- Opening Delimiter -

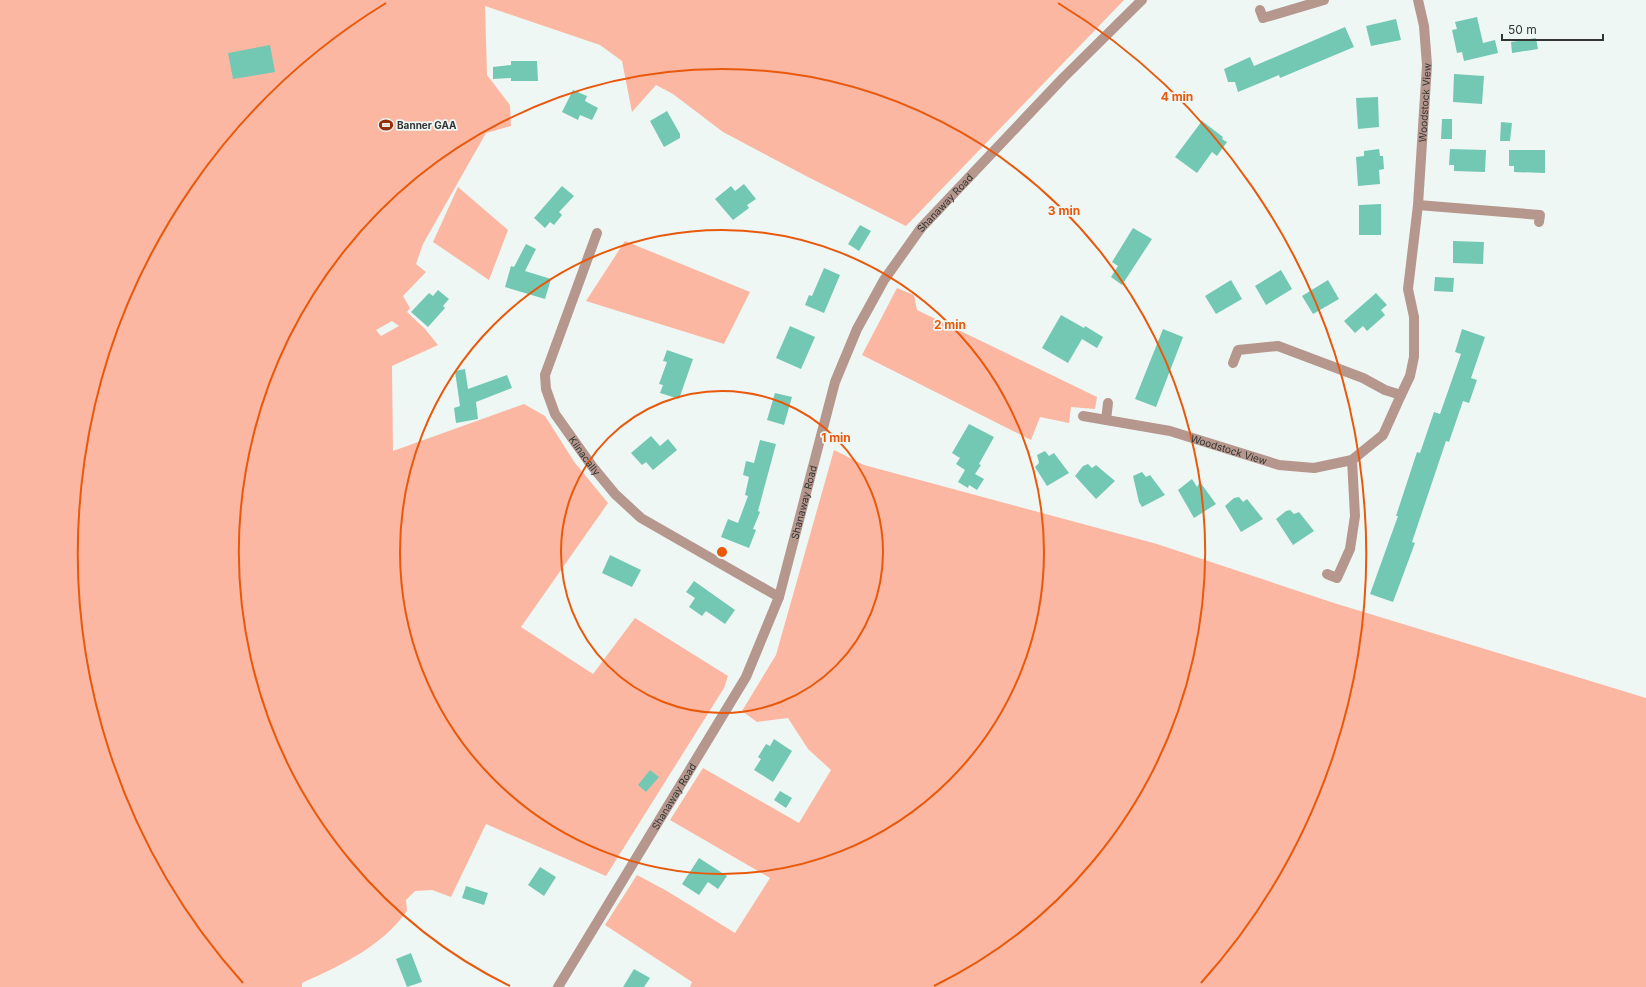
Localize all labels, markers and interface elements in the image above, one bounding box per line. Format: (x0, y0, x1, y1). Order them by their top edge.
scale bar (1502, 16, 1603, 42)
text: 50 m (1508, 22, 1537, 37)
street label: Woodstock View (1416, 63, 1433, 143)
text: 4 min (1161, 89, 1193, 104)
sports icon: Banner GAA (378, 117, 394, 133)
place label: Banner GAA (397, 119, 457, 131)
street label: Shanaway Road (914, 171, 975, 234)
text: 3 min (1048, 203, 1080, 218)
text: 2 min (934, 317, 966, 332)
text: 1 min (821, 430, 851, 445)
street label: Woodstock View (1189, 432, 1268, 467)
street label: Kilnacally (567, 434, 603, 478)
street label: Shanaway Road (788, 464, 819, 540)
centre of rings (715, 545, 729, 559)
street label: Shanaway Road (649, 761, 698, 832)

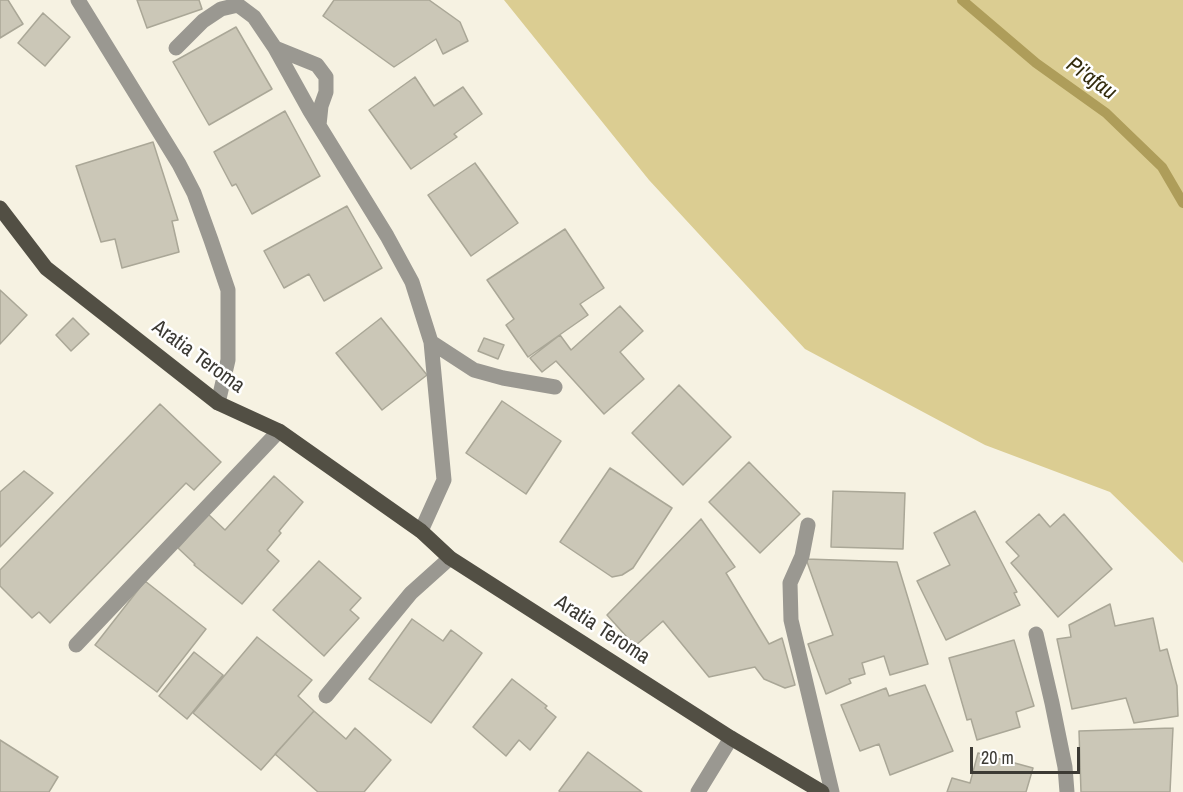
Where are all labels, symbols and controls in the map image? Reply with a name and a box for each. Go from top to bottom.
water label: Pi'afau [1061,52,1121,106]
street label: Aratia Teroma [147,315,249,399]
street label: Aratia Teroma [550,590,654,670]
scale bar [973,735,1082,773]
text: 20 m [981,745,1014,770]

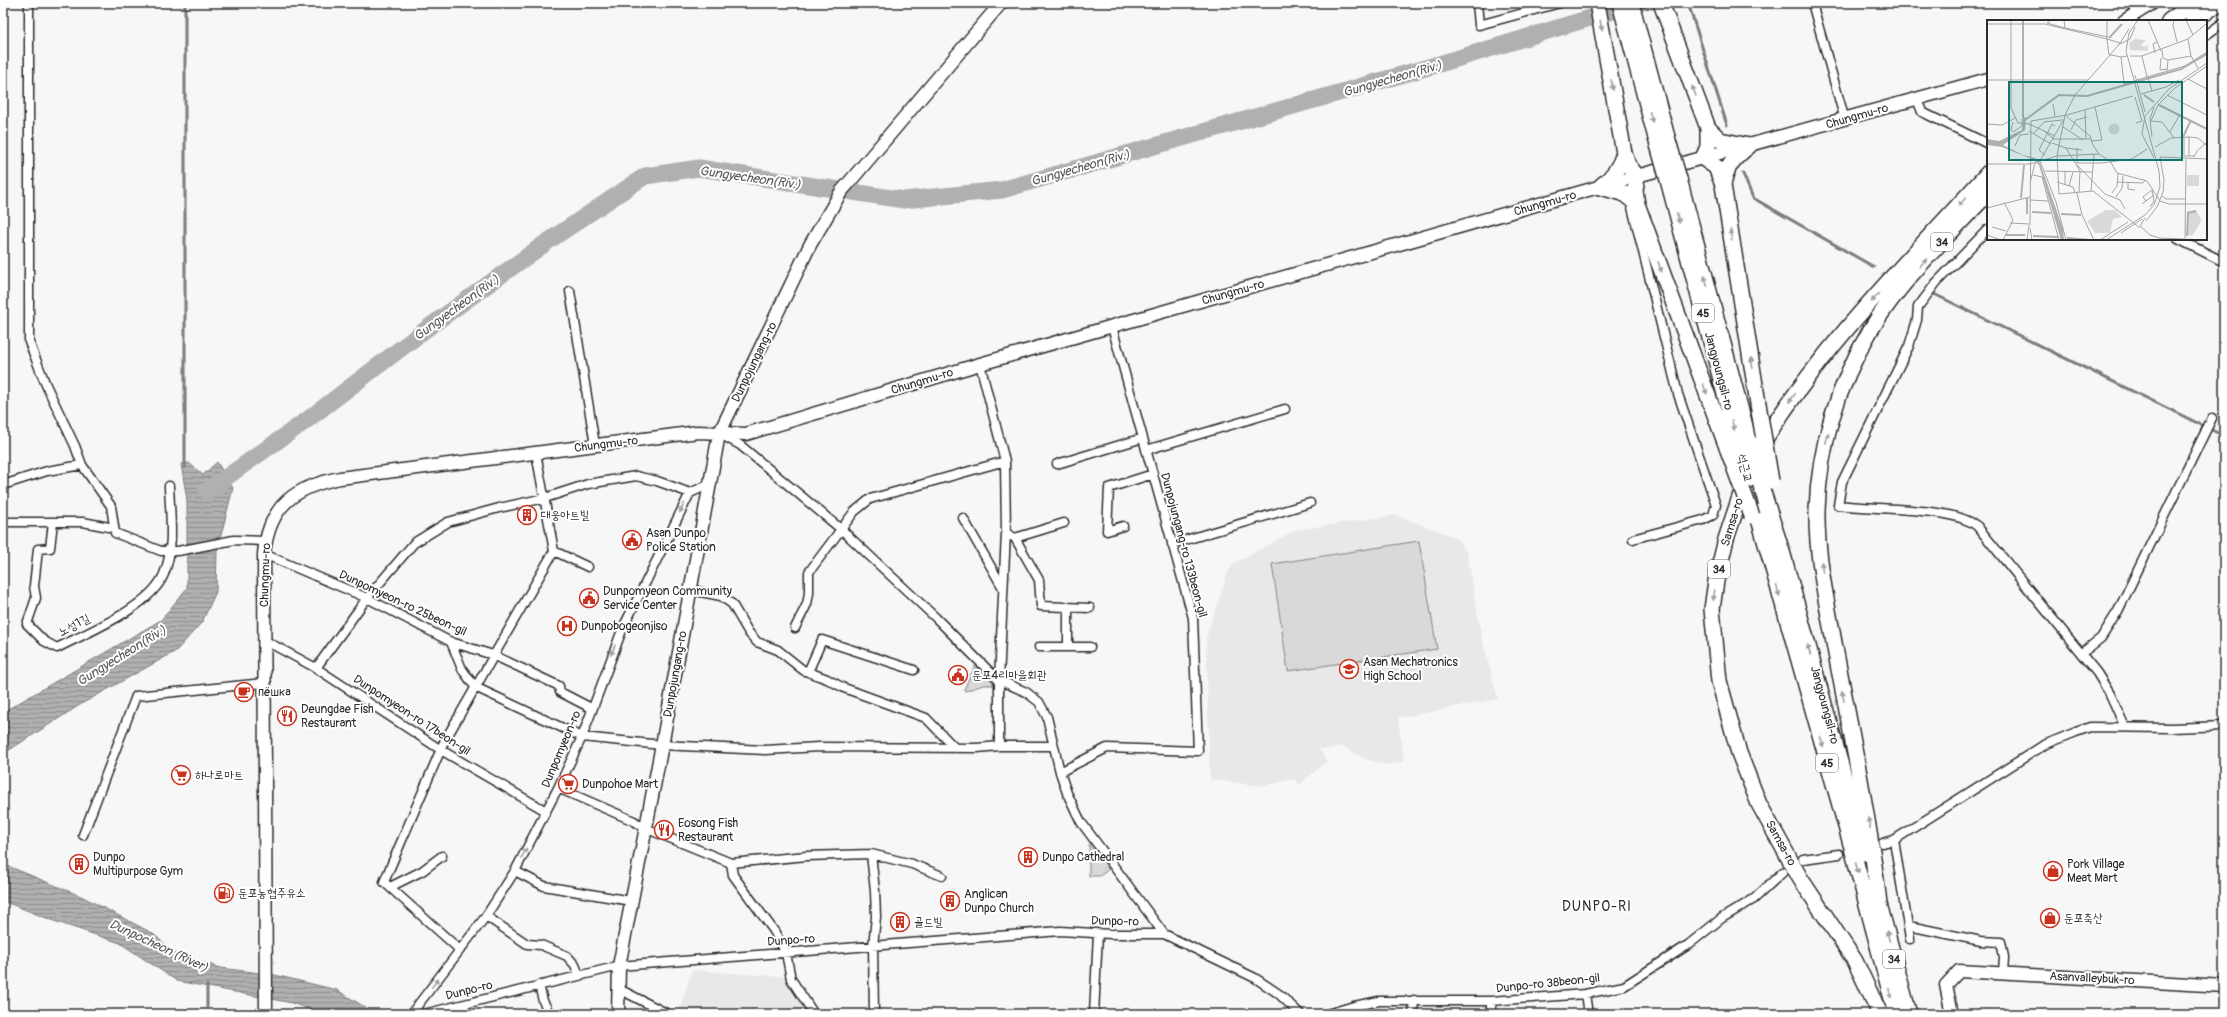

- Closing Delimiter -

● TASK OBJECTIVE
Would you return the data above exactly as written, minus the images?

● EXPECTED ANSWER
Localize all labels, markers and interface elements in the image above, one bounding box per line. Format: (x0, y0, x1, y1). Order them by their top edge.
scale bar (1502, 16, 1603, 42)
text: 50 m (1508, 22, 1537, 37)
street label: Woodstock View (1416, 63, 1433, 143)
text: 4 min (1161, 89, 1193, 104)
sports icon: Banner GAA (378, 117, 394, 133)
place label: Banner GAA (397, 119, 457, 131)
street label: Shanaway Road (914, 171, 975, 234)
text: 3 min (1048, 203, 1080, 218)
text: 2 min (934, 317, 966, 332)
text: 1 min (821, 430, 851, 445)
street label: Woodstock View (1189, 432, 1268, 467)
street label: Kilnacally (567, 434, 603, 478)
street label: Shanaway Road (788, 464, 819, 540)
centre of rings (715, 545, 729, 559)
street label: Shanaway Road (649, 761, 698, 832)

Where are all labels, symbols and controls in the map image? Reply with a name and a box for each. Go from top to bottom.
water label: Pi'afau [1061,52,1121,106]
street label: Aratia Teroma [147,315,249,399]
street label: Aratia Teroma [550,590,654,670]
scale bar [973,735,1082,773]
text: 20 m [981,745,1014,770]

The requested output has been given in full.